+++ DATA FOR THIS EXERCISE
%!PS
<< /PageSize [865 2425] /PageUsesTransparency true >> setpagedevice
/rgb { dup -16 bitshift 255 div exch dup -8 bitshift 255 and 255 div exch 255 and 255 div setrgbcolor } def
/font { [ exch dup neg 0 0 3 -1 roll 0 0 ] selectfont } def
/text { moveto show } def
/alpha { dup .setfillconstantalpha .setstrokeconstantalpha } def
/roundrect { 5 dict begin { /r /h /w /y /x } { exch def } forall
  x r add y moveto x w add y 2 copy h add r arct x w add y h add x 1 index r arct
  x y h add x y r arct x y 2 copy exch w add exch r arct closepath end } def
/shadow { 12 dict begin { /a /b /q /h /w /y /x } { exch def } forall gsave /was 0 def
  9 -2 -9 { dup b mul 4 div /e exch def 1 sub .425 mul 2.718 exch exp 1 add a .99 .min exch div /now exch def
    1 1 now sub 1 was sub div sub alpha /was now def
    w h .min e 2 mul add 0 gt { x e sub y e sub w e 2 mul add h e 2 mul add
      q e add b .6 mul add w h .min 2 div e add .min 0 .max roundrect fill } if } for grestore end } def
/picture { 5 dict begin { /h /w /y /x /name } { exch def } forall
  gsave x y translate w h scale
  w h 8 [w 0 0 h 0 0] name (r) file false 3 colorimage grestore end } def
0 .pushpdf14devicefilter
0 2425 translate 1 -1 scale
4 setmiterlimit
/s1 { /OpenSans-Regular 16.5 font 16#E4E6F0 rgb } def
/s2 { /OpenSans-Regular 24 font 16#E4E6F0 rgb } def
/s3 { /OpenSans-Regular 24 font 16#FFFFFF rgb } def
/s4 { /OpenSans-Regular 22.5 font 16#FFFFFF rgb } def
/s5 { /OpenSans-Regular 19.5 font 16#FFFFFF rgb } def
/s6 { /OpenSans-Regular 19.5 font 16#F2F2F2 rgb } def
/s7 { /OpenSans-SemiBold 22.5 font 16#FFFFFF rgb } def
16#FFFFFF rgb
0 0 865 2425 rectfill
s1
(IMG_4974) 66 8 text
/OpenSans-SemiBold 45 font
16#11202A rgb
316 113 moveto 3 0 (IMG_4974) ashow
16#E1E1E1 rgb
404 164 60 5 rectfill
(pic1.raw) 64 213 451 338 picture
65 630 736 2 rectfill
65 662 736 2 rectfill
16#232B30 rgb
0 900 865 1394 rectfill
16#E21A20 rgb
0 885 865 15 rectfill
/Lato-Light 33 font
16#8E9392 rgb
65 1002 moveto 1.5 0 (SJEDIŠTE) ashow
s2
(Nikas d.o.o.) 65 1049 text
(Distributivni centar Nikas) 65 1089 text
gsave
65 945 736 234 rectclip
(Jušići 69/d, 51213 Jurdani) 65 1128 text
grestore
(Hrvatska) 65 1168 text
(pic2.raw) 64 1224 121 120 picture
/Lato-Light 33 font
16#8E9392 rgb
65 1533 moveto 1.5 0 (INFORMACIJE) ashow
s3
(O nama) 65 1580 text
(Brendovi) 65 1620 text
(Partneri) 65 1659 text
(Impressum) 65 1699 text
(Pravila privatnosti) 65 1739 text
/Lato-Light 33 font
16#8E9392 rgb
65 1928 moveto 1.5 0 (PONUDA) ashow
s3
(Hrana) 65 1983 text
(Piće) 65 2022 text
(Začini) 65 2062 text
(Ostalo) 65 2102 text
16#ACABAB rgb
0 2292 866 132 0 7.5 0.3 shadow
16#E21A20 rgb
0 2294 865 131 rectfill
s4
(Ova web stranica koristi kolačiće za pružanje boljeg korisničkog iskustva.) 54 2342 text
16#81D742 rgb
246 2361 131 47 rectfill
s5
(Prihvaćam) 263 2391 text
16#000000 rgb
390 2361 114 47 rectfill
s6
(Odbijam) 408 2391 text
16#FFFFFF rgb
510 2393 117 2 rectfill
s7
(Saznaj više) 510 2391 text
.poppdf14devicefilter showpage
++++++
:: WORK REQUEST ::
From the entries above, restate word for word the lines from the line containing "x y h add x" to the line containing "4 setmiterlimit", both ends included, and nothing more.

:: COMPLETED EXERCISE ::
  x y h add x y r arct x y 2 copy exch w add exch r arct closepath end } def
/shadow { 12 dict begin { /a /b /q /h /w /y /x } { exch def } forall gsave /was 0 def
  9 -2 -9 { dup b mul 4 div /e exch def 1 sub .425 mul 2.718 exch exp 1 add a .99 .min exch div /now exch def
    1 1 now sub 1 was sub div sub alpha /was now def
    w h .min e 2 mul add 0 gt { x e sub y e sub w e 2 mul add h e 2 mul add
      q e add b .6 mul add w h .min 2 div e add .min 0 .max roundrect fill } if } for grestore end } def
/picture { 5 dict begin { /h /w /y /x /name } { exch def } forall
  gsave x y translate w h scale
  w h 8 [w 0 0 h 0 0] name (r) file false 3 colorimage grestore end } def
0 .pushpdf14devicefilter
0 2425 translate 1 -1 scale
4 setmiterlimit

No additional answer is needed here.